Well the holding tanks are getting full and the water tanks are low so it must be time to move on. We head around the southern end of Bequia Island to an interesting looking, secluded anchorage at Friendship Bay. It sounded nice enough, even though there is a short stretch into the wind to get there. We take our time and pull out a headsail. Around the first point there are some caves in the cliffs with some houses built to blend into the rock, an experiment in eco tourism. They are quite hard to see (they really do blend in!) and we can’t really get any closer. We continue on through a narrow gap between the Bequia and a couple of small islets. It’s pretty hairy squeezing through as there is quite a swell punching through the middle. We cop a fair bit of wash coming over the boat as we are slamming into the wind and waves, and as we round another small islet coming into the anchorage even the helm station cops a wave right over the top. I managed to dodge it but Keith got the full treatment! The crockery drawer comes open as does the fridge drawer - it’s about a 2m swell and pretty uncomfortable, but short-lived. Unfortunately the anchorage turns out to be nothing special, the water is not clear and there are a lot of local boats on moorings. We manoeuvre around them to find a spot to drop the anchor and have lunch. It’s also very rolly and given that it’s not particularly nice we decide there is no reason to stay. There are a couple of potential anchorages on small islets nearby but with the swell that is running at the moment they are quickly rejected.
MYstical Mustique![]()
Instead we head south to the Mustique, the island of the “Rich and Famous”, which is only 7.5nm away. It’s a nasty angle to the swell at first, quite big and beam on and Ellie the autopilot is struggling so Keith hand steers for a while. It settles as we get away from the coast. We pick up a buoy in the north of the Britannia Bay with the help of the mooring manager. It is mandatory to use a buoy, unless they are all full and then you can anchor – either way the fee is the same. Strangely it is advertised as EC$220 for one night, with 2 more consecutive nights free – why not say EC$220 for 3 nights? There must be a story there. We are in the north of the anchorage and out from the beach a fair way so we are quite exposed to the wind and swell and we are swinging in all directions, maybe that is why there are 2 nights for “free” so you don’t give up and move on to the next island. We move ITIKI to a different buoy further in and south of the dock where it's much calmer, and later a couple of other boats do the same. As it is a private island, there is a limited area where us "blow ins" can walk around so we head up the hill to the village, where there is a post office, police station (not so busy…), a couple of bars as well as local housing. On the way back we drop in to Basil’s and have a cocktail. It’s a lovely spot overlooking the water and fast WiFi but at US$18 per drink, we just have the one!

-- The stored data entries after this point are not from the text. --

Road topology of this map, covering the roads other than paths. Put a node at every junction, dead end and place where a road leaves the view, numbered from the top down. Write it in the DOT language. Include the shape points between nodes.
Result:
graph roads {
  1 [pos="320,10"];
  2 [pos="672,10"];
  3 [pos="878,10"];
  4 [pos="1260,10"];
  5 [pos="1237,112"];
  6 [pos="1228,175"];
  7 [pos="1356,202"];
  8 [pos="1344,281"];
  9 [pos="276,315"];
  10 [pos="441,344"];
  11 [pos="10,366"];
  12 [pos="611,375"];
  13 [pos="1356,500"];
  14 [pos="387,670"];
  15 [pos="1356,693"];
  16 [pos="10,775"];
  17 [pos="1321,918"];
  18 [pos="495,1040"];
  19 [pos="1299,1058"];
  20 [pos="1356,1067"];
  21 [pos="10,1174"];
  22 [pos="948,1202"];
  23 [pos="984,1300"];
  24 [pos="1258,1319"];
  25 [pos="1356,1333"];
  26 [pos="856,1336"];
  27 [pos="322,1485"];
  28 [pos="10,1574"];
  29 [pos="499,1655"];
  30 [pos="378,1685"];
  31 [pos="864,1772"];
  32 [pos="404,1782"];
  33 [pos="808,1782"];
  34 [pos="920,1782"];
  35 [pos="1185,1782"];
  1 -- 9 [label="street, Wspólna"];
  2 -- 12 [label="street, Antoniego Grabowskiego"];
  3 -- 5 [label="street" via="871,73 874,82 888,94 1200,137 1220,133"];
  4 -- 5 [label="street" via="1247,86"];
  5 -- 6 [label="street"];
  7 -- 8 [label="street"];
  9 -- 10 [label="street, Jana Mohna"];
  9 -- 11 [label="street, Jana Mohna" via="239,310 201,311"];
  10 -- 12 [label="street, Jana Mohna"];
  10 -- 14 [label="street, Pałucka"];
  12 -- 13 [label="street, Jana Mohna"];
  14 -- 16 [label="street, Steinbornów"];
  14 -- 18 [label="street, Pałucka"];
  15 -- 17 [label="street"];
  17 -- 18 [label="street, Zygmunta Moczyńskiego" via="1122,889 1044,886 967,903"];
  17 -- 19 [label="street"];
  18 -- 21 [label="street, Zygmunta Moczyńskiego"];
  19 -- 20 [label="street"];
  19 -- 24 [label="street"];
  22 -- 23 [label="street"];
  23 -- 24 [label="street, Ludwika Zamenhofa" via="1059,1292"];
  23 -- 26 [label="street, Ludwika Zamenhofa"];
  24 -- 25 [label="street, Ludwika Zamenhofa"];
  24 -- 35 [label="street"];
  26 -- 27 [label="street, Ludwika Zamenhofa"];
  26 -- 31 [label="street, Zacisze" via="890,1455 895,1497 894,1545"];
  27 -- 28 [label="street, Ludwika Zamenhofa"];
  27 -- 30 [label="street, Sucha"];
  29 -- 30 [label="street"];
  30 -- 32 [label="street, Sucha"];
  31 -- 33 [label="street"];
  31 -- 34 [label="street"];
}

One of the highlights of Mustique is a taxi tour of the small island – it only takes 1 hour and is the only way to get around. We visit the famous Cotton House which is the main resort, with access to a long white sand beach and numerous restaurants. We drive by Tommy Hilfiger’s mansion, then the Lacoste owners pad and we see Mick Jagger and Bryan Adams houses from a bit of a distance, as well as the house where Kate and William had their honeymoon. There are numerous privately owned and stunning mansions scattered around the hills and cliffs of Mustique, many of which are for rent on a weekly basis – starting price of around AU$100K, without staff… The island has some elements reminiscent of Hamilton Island with well-maintained roads and gardens. Staff accomm is provided to key personnel and all Mustiquans are provided with work and housing by the Mustique Company Limited, who manage the island. In the afternoon I go for a snorkel around near the boat which is similar to most places we have been, you would think they could afford better coral! Later we go ashore and walk all of the way down to the southern point of the bay. Here there is a small lagoon as well as a tiny, semi enclosed beach with a huge pile of empty lambi shells. I guess they have to go somewhere! On the way back it is feeding time and there are dozens of terrapins wandering around in the grass along the foreshroe.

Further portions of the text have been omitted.